* **Assignment**:
Would you transcribe each entry precisely as it stands, setting aside any images?

* **Exercise data**:
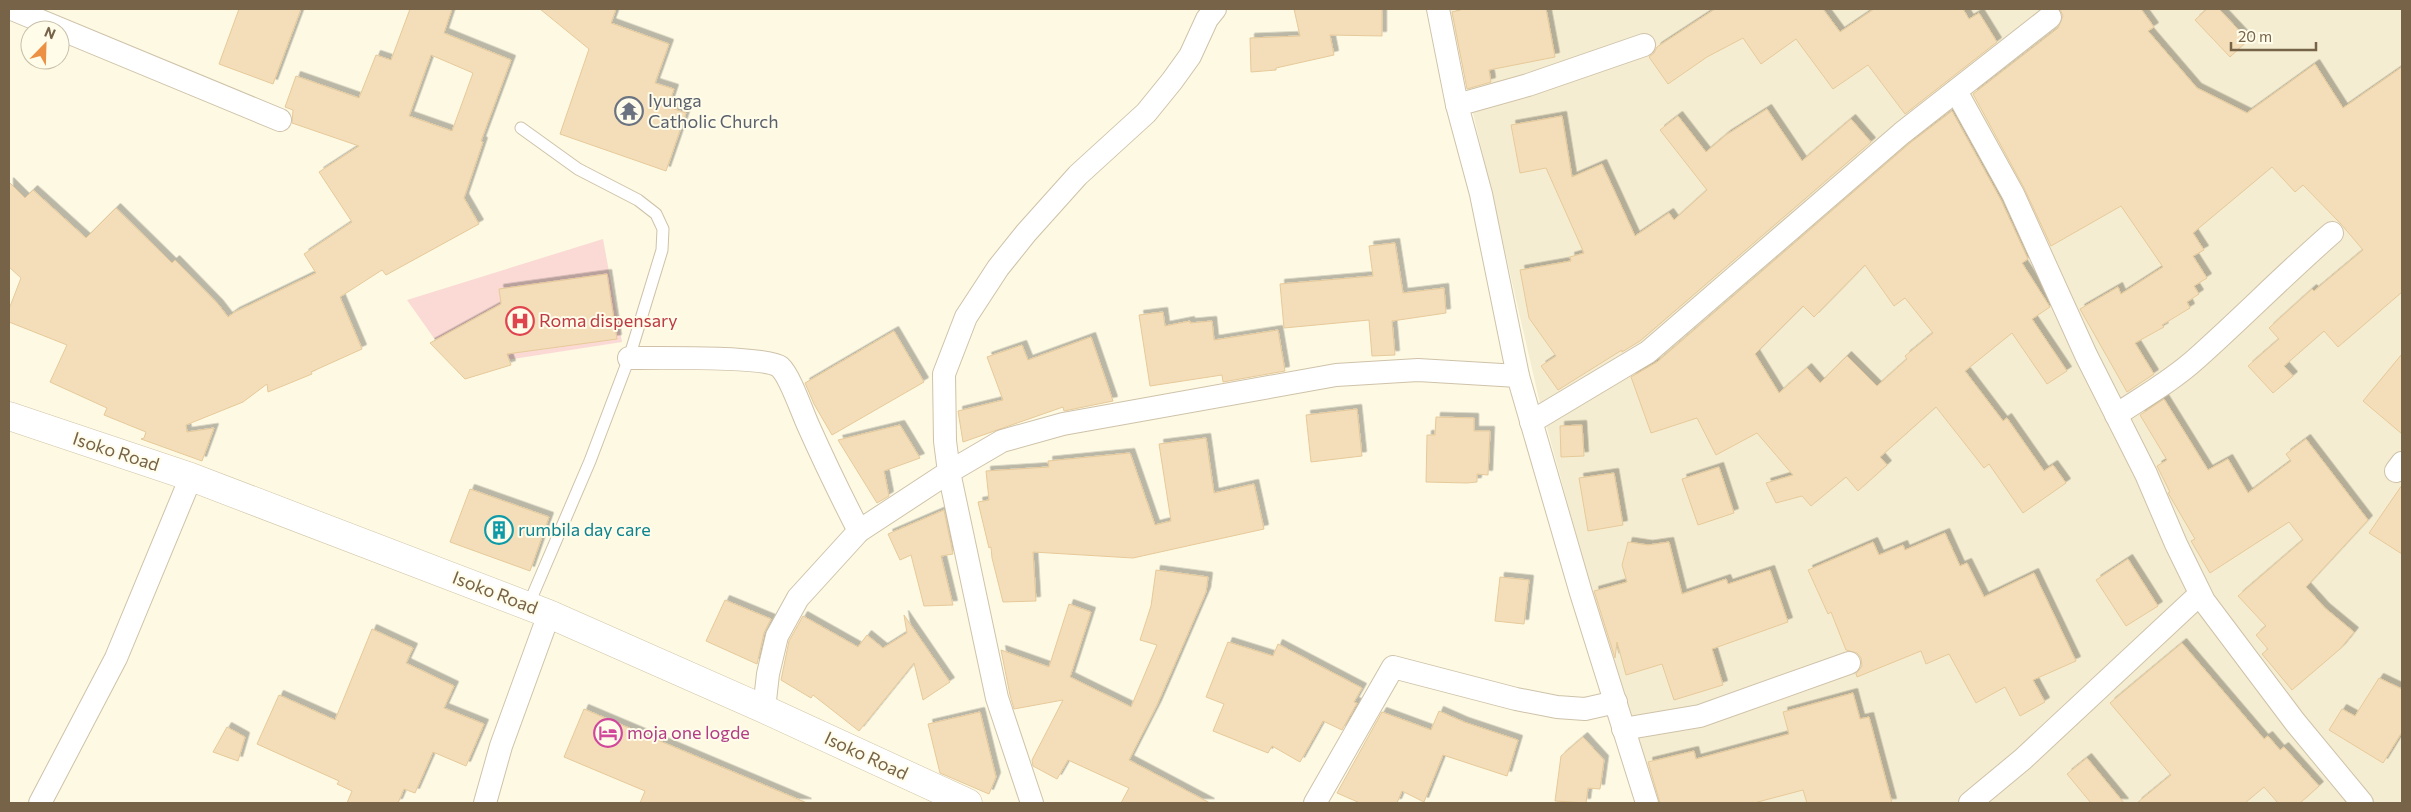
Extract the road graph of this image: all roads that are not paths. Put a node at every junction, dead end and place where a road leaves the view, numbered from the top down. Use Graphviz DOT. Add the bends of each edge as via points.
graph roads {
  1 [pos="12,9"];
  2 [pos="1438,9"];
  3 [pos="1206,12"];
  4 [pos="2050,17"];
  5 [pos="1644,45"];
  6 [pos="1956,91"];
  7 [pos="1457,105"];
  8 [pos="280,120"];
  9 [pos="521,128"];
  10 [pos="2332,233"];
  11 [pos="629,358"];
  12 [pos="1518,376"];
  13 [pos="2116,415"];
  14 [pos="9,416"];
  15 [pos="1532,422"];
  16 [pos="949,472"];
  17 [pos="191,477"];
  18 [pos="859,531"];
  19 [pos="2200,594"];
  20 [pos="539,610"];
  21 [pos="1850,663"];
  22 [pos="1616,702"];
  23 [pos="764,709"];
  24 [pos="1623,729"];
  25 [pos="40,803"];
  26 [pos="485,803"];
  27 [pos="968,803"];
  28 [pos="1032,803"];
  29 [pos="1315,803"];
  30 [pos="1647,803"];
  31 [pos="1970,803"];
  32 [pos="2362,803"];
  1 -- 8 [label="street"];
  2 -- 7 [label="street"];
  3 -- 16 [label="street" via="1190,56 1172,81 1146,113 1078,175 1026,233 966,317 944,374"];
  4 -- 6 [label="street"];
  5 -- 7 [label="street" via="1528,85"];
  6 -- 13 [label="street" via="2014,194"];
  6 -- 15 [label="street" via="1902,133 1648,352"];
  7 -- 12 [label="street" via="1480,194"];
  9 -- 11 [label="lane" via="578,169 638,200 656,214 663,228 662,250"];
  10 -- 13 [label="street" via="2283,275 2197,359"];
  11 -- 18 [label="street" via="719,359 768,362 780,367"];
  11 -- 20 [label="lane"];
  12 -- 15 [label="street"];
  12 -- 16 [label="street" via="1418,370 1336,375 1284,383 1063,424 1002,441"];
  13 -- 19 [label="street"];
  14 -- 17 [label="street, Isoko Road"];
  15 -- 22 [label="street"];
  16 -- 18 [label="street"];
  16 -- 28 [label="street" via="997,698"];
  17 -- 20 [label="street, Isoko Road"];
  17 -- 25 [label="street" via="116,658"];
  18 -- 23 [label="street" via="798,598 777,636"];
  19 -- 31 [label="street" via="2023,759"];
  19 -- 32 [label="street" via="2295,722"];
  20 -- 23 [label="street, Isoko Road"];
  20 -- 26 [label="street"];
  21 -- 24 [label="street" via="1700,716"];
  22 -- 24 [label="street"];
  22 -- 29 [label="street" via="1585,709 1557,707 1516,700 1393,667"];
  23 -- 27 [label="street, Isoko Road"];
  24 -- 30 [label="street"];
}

* **Task result**:
Extract the road graph of this image: all roads that are not paths. Put a node at every junction, dead end and place where a road leaves the view, numbered from the top down. Use Graphviz DOT. Add the bends of each edge as via points.
graph roads {
  1 [pos="12,9"];
  2 [pos="1438,9"];
  3 [pos="1206,12"];
  4 [pos="2050,17"];
  5 [pos="1644,45"];
  6 [pos="1956,91"];
  7 [pos="1457,105"];
  8 [pos="280,120"];
  9 [pos="521,128"];
  10 [pos="2332,233"];
  11 [pos="629,358"];
  12 [pos="1518,376"];
  13 [pos="2116,415"];
  14 [pos="9,416"];
  15 [pos="1532,422"];
  16 [pos="949,472"];
  17 [pos="191,477"];
  18 [pos="859,531"];
  19 [pos="2200,594"];
  20 [pos="539,610"];
  21 [pos="1850,663"];
  22 [pos="1616,702"];
  23 [pos="764,709"];
  24 [pos="1623,729"];
  25 [pos="40,803"];
  26 [pos="485,803"];
  27 [pos="968,803"];
  28 [pos="1032,803"];
  29 [pos="1315,803"];
  30 [pos="1647,803"];
  31 [pos="1970,803"];
  32 [pos="2362,803"];
  1 -- 8 [label="street"];
  2 -- 7 [label="street"];
  3 -- 16 [label="street" via="1190,56 1172,81 1146,113 1078,175 1026,233 966,317 944,374"];
  4 -- 6 [label="street"];
  5 -- 7 [label="street" via="1528,85"];
  6 -- 13 [label="street" via="2014,194"];
  6 -- 15 [label="street" via="1902,133 1648,352"];
  7 -- 12 [label="street" via="1480,194"];
  9 -- 11 [label="lane" via="578,169 638,200 656,214 663,228 662,250"];
  10 -- 13 [label="street" via="2283,275 2197,359"];
  11 -- 18 [label="street" via="719,359 768,362 780,367"];
  11 -- 20 [label="lane"];
  12 -- 15 [label="street"];
  12 -- 16 [label="street" via="1418,370 1336,375 1284,383 1063,424 1002,441"];
  13 -- 19 [label="street"];
  14 -- 17 [label="street, Isoko Road"];
  15 -- 22 [label="street"];
  16 -- 18 [label="street"];
  16 -- 28 [label="street" via="997,698"];
  17 -- 20 [label="street, Isoko Road"];
  17 -- 25 [label="street" via="116,658"];
  18 -- 23 [label="street" via="798,598 777,636"];
  19 -- 31 [label="street" via="2023,759"];
  19 -- 32 [label="street" via="2295,722"];
  20 -- 23 [label="street, Isoko Road"];
  20 -- 26 [label="street"];
  21 -- 24 [label="street" via="1700,716"];
  22 -- 24 [label="street"];
  22 -- 29 [label="street" via="1585,709 1557,707 1516,700 1393,667"];
  23 -- 27 [label="street, Isoko Road"];
  24 -- 30 [label="street"];
}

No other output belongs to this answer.